Question 2: What is a federal contract?

Answer: A federal contract is an agreement between a business and the federal government for the purchase, sale, or use of personal property or nonpersonal services. “Personal property” includes supplies, and contracts for the use of real property (such as lease arrangements), unless the contract for the use of real property itself constitutes real property (such as easements).

The term “nonpersonal services” includes: utilities, construction, transportation, research, insurance, and fund depository. Federally assisted construction contracts are not considered federal contracts for affirmative action purposes. Federal grants are also not typically considered federal contracts.

Question 3: Does affirmative action mean that minorities get preference?

Answer: Yes and no. As part of affirmative action efforts, employers may need to identify new recruiting sources to attract a more diverse pool of candidates. They must also examine how they treat minority, female, disabled, and veteran employees and applicants compared to the rest of the employee and applicant population to identify potential discrimination.

However, affirmative action employers need not hire, promote, or otherwise grant benefits of employment to these individuals purely based on those characteristics. Employment decisions may still be based on merit.

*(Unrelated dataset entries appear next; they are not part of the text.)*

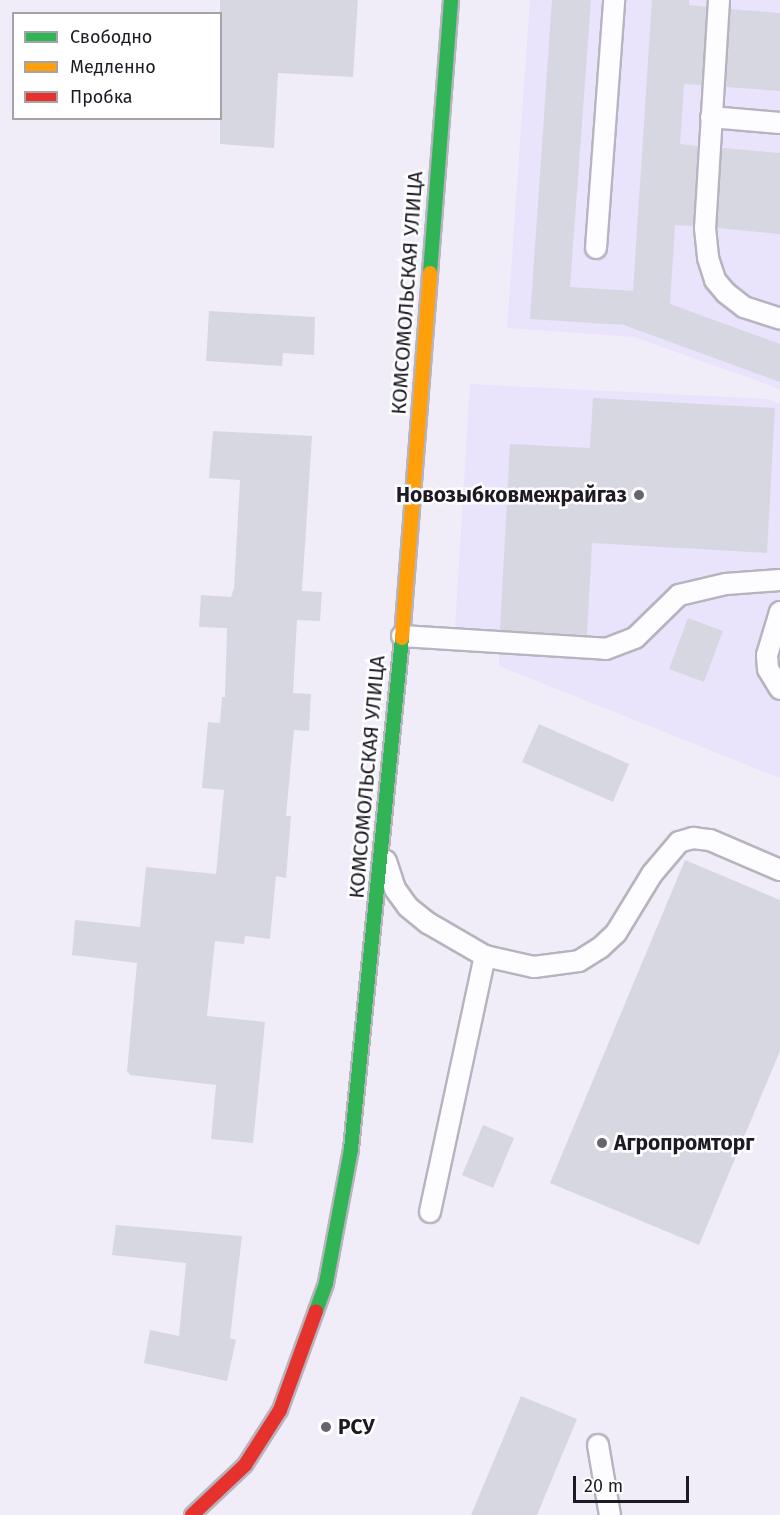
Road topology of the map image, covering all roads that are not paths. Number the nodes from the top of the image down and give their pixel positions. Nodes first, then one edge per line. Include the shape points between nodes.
1 (450, 0) edge
2 (614, 0) edge
3 (719, 0) edge
4 (711, 117) junction
5 (780, 123) edge
6 (596, 248) dead end
7 (780, 319) edge
8 (780, 580) edge
9 (780, 612) edge
10 (402, 636) junction
11 (780, 689) edge
12 (383, 844) junction
13 (780, 870) edge
14 (485, 956) junction
15 (430, 1212) dead end
16 (598, 1445) dead end
17 (192, 1515) edge
18 (610, 1515) edge

1 - 10 street, КОМСОМОЛЬСКАЯ УЛИЦА
2 - 6 lane
3 - 4 lane
4 - 5 lane
4 - 7 lane via 705,228 715,280 744,307
8 - 10 lane via 717,585 679,595 634,638 606,649
9 - 11 lane via 767,655 768,669
10 - 12 street, КОМСОМОЛЬСКАЯ УЛИЦА
12 - 14 lane via 388,872 408,907 428,924
12 - 17 street, КОМСОМОЛЬСКАЯ УЛИЦА via 351,1149 326,1283 280,1410 245,1465
13 - 14 lane via 710,840 693,838 679,842 662,860 616,933 579,961 534,967
14 - 15 lane
16 - 18 lane

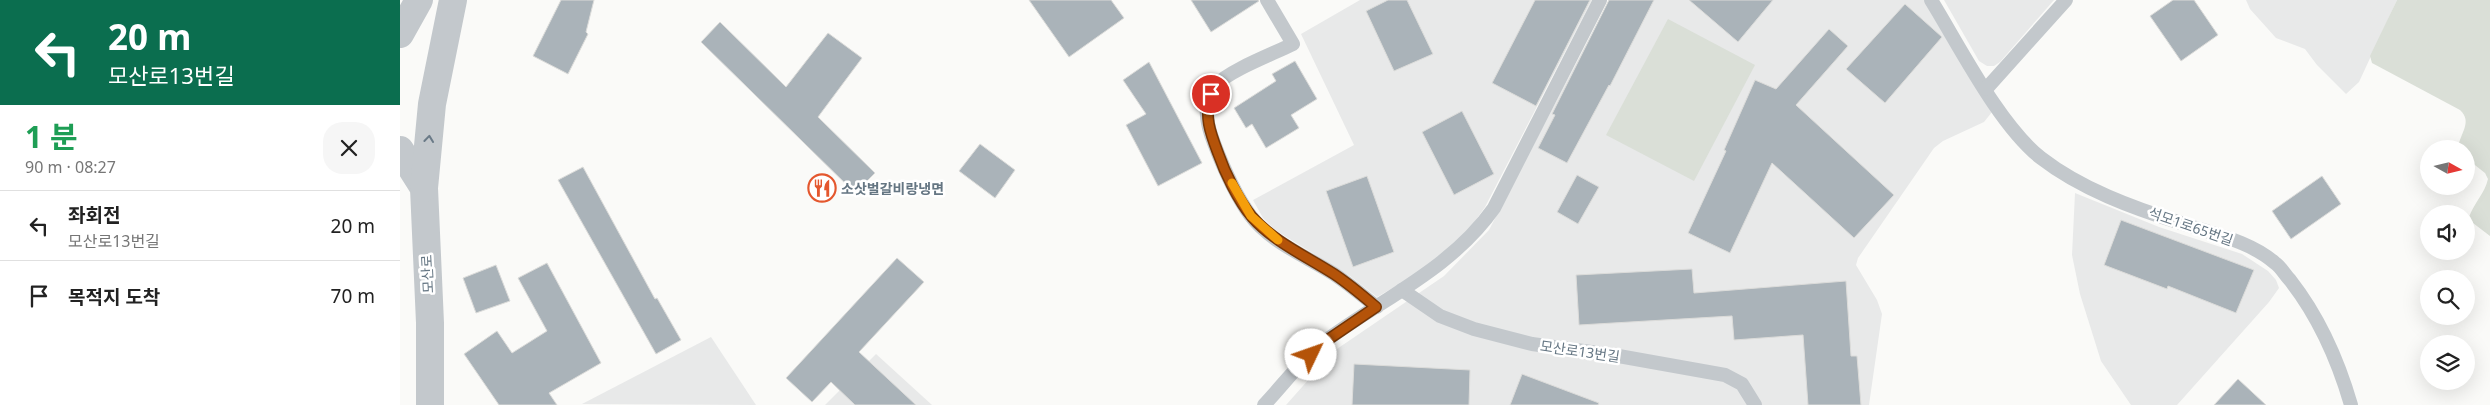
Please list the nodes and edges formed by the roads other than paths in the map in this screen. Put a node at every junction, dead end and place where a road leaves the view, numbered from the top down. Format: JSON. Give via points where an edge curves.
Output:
{"nodes":[{"id":1,"x":419,"y":0,"type":"edge"},
{"id":2,"x":453,"y":0,"type":"edge"},
{"id":3,"x":1267,"y":0,"type":"edge"},
{"id":4,"x":1600,"y":0,"type":"edge"},
{"id":5,"x":1931,"y":0,"type":"edge"},
{"id":6,"x":2066,"y":0,"type":"edge"},
{"id":7,"x":400,"y":34,"type":"edge"},
{"id":8,"x":1986,"y":89,"type":"junction"},
{"id":9,"x":400,"y":150,"type":"edge"},
{"id":10,"x":424,"y":188,"type":"junction"},
{"id":11,"x":1402,"y":290,"type":"junction"},
{"id":12,"x":1376,"y":307,"type":"junction"},
{"id":13,"x":430,"y":405,"type":"edge"},
{"id":14,"x":1264,"y":405,"type":"edge"},
{"id":15,"x":1755,"y":405,"type":"edge"},
{"id":16,"x":2351,"y":405,"type":"edge"}],
"edges":[{"from":1,"to":7,"type":"street"},
{"from":10,"to":2,"type":"street","one_way":true,"via":[[432,104]]},
{"from":3,"to":12,"type":"lane","via":[[1293,44],[1216,85],[1206,107],[1207,123],[1220,160],[1251,216],[1274,237],[1333,274]]},
{"from":4,"to":11,"type":"lane","via":[[1494,208],[1478,231],[1453,255]]},
{"from":5,"to":8,"type":"lane","name":"석모1로65번길"},
{"from":6,"to":8,"type":"lane"},
{"from":8,"to":16,"type":"lane","name":"석모1로65번길","via":[[2029,148],[2078,183],[2163,218],[2246,245],[2276,263],[2325,334],[2341,369]]},
{"from":9,"to":10,"type":"street","name":"모산로"},
{"from":10,"to":13,"type":"street","name":"모산로"},
{"from":11,"to":12,"type":"lane"},
{"from":11,"to":15,"type":"lane","name":"모산로13번길","via":[[1440,316],[1474,330],[1532,344],[1725,375],[1742,384]]},
{"from":12,"to":14,"type":"lane","via":[[1323,343]]}]}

With recruiting, for example, the idea is that employers will more frequently find minority, female, disabled, and veteran employees to be the most qualified individuals if more such individuals are included in the hiring pool.

The only time members of these groups may get “preference” under affirmative action rules is when two candidates are equally qualified and one candidate is part of an underrepresented group in the company’s employee population.

Question 4: What is the 80 percent rule?

Answer: In the affirmative action context, the 80 percent rule requires employers to consider whether the number of minorities and females who are actually employed is at least 80 percent of the number of these individuals who are qualified and available in their recruitment areas (according to U.S. census data).

Affirmative action employers that don’t meet the 80 percent threshold for any given job group must identify goals to help them meet that threshold in the future. Such goals might include pursuing new recruiting sources which might more effectively reach the underrepresented groups or expanding the recruitment area for a particular job group.

Question 5: How is data gathered for an AAP?

Answer: Employers are understandably wary about collecting protected information from employees. However, affirmative action employers can (and must) ask employees and applicants to voluntarily self-identify their race/ethnicity and sex as well as their disability and protected veteran status (if applicable).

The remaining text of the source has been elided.